_Problem requirements_: Each line below needs to be returned exactly. Skip any picture.

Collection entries

# # # #

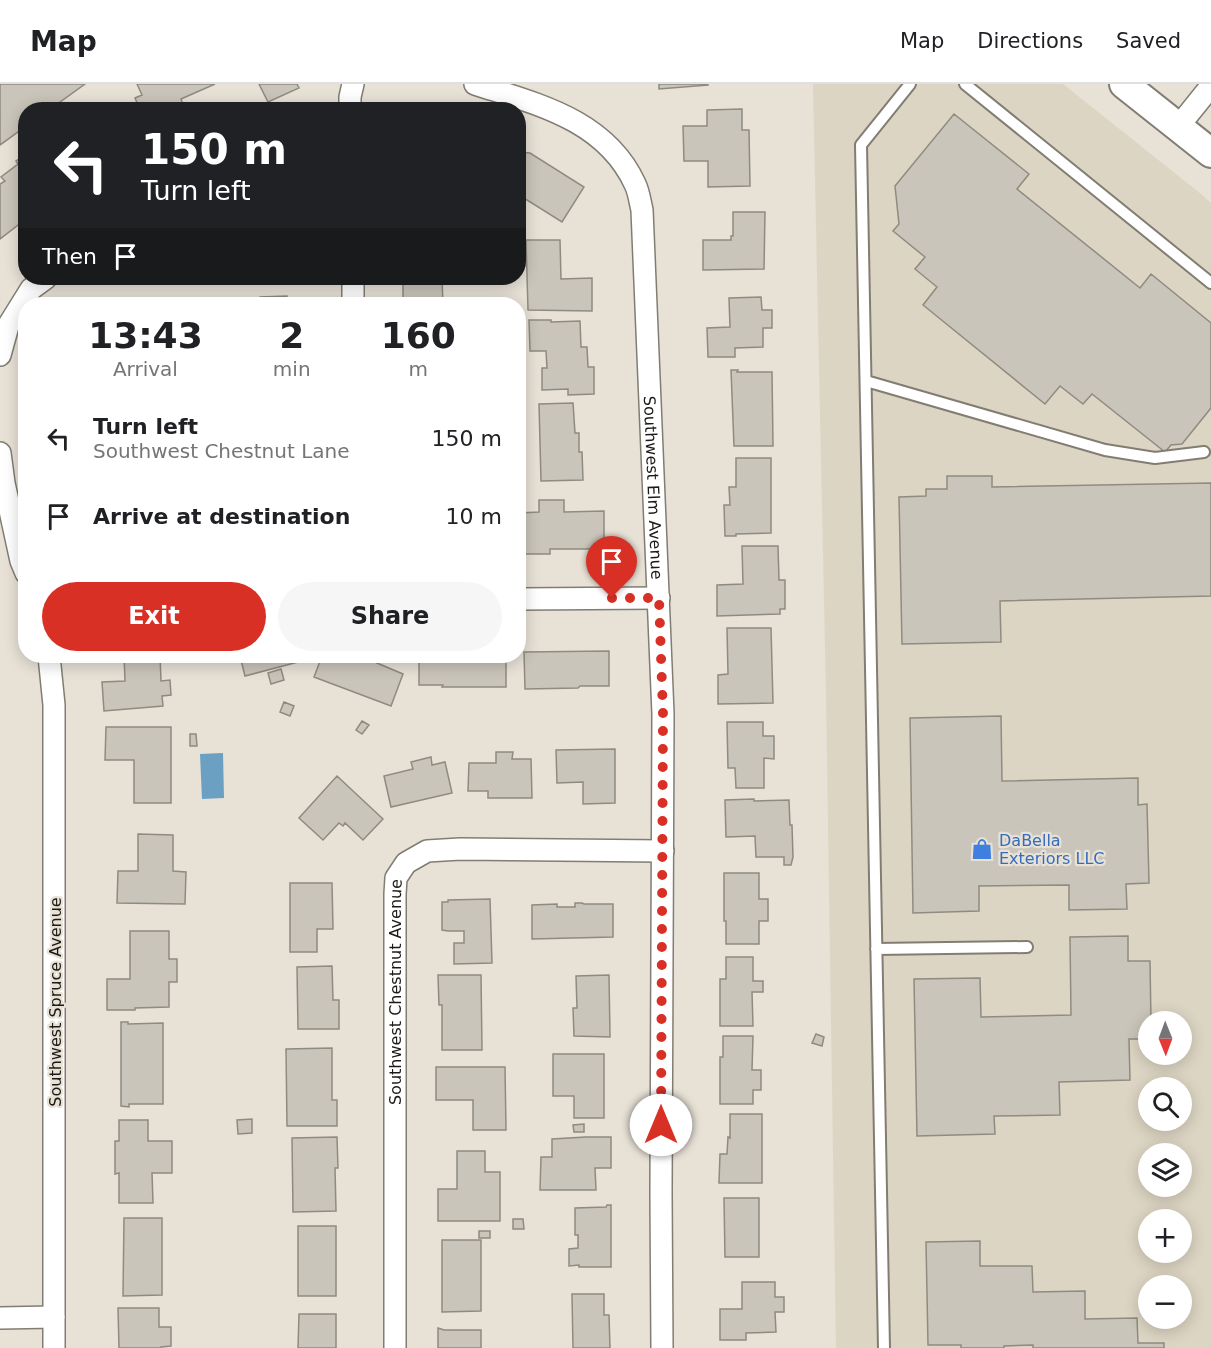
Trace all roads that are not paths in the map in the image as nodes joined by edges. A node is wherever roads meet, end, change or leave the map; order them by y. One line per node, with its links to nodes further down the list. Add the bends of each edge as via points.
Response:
1 (354, 84): 7 (street)
2 (475, 84): 19 (street, Southwest Elm Avenue, via 574,120 607,143 636,184 644,241)
3 (910, 84): 15 (lane, via 861,145)
4 (965, 84): 10 (lane)
5 (1124, 84): 8 (main road)
6 (1211, 86): 8 (street)
7 (350, 102)
8 (1178, 127): 9 (main road)
9 (1211, 153)
10 (1211, 283)
11 (37, 285): 12 (street)
12 (27, 297)
13 (18, 310): 14 (street, via 8,326)
14 (0, 355)
15 (866, 381): 16 (lane, via 1105,450 1155,458); 24 (lane)
16 (1209, 450)
17 (0, 453): 18 (street)
18 (18, 547)
19 (659, 598): 20 (street); 22 (street, Southwest Elm Avenue)
20 (526, 599)
21 (50, 663): 25 (street, Southwest Spruce Avenue, via 54,705)
22 (663, 851): 28 (street, Southwest Chestnut Avenue, via 427,851 406,863 396,878); 29 (street, Southwest Elm Avenue)
23 (1028, 947): 24 (lane)
24 (876, 949): 30 (lane)
25 (54, 1317): 26 (street); 27 (street, Southwest Spruce Avenue)
26 (0, 1318)
27 (54, 1348)
28 (394, 1348)
29 (662, 1348)
30 (884, 1348)

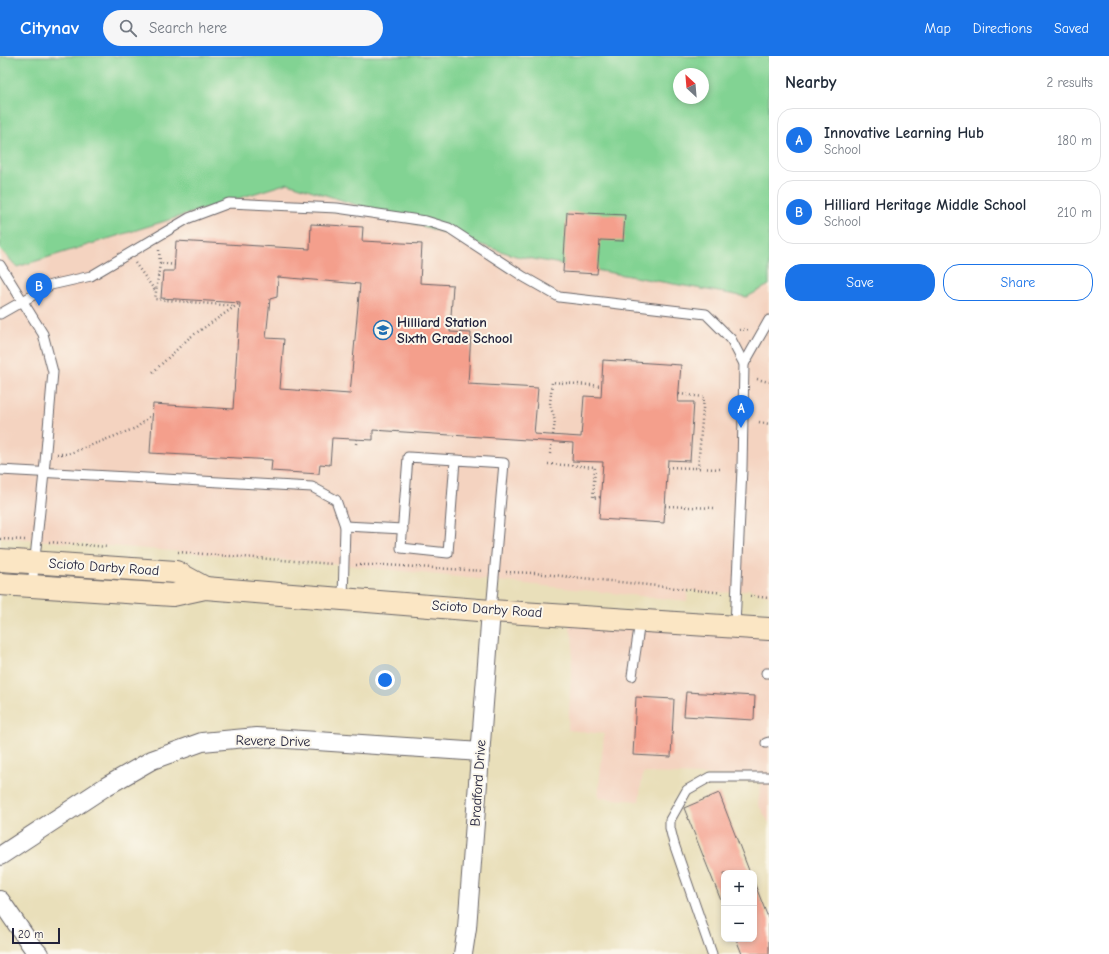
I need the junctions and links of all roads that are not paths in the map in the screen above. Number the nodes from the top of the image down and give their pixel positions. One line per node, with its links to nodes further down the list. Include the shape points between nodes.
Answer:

# # # #

_Result for this exercise_:
Trace all roads that are not paths in the map in the image as nodes joined by edges. A node is wherever roads meet, end, change or leave the map; order them by y. One line per node, with its links to nodes further down the list. Add the bends of each edge as via points.
Response:
1 (354, 84): 7 (street)
2 (475, 84): 19 (street, Southwest Elm Avenue, via 574,120 607,143 636,184 644,241)
3 (910, 84): 15 (lane, via 861,145)
4 (965, 84): 10 (lane)
5 (1124, 84): 8 (main road)
6 (1211, 86): 8 (street)
7 (350, 102)
8 (1178, 127): 9 (main road)
9 (1211, 153)
10 (1211, 283)
11 (37, 285): 12 (street)
12 (27, 297)
13 (18, 310): 14 (street, via 8,326)
14 (0, 355)
15 (866, 381): 16 (lane, via 1105,450 1155,458); 24 (lane)
16 (1209, 450)
17 (0, 453): 18 (street)
18 (18, 547)
19 (659, 598): 20 (street); 22 (street, Southwest Elm Avenue)
20 (526, 599)
21 (50, 663): 25 (street, Southwest Spruce Avenue, via 54,705)
22 (663, 851): 28 (street, Southwest Chestnut Avenue, via 427,851 406,863 396,878); 29 (street, Southwest Elm Avenue)
23 (1028, 947): 24 (lane)
24 (876, 949): 30 (lane)
25 (54, 1317): 26 (street); 27 (street, Southwest Spruce Avenue)
26 (0, 1318)
27 (54, 1348)
28 (394, 1348)
29 (662, 1348)
30 (884, 1348)

I need the junctions and links of all roads that are not paths in the map in the screen above. Number the nodes from the top of the image down and give their pixel positions. One line per node, with its links to nodes further down the list. Include the shape points between nodes.
Answer:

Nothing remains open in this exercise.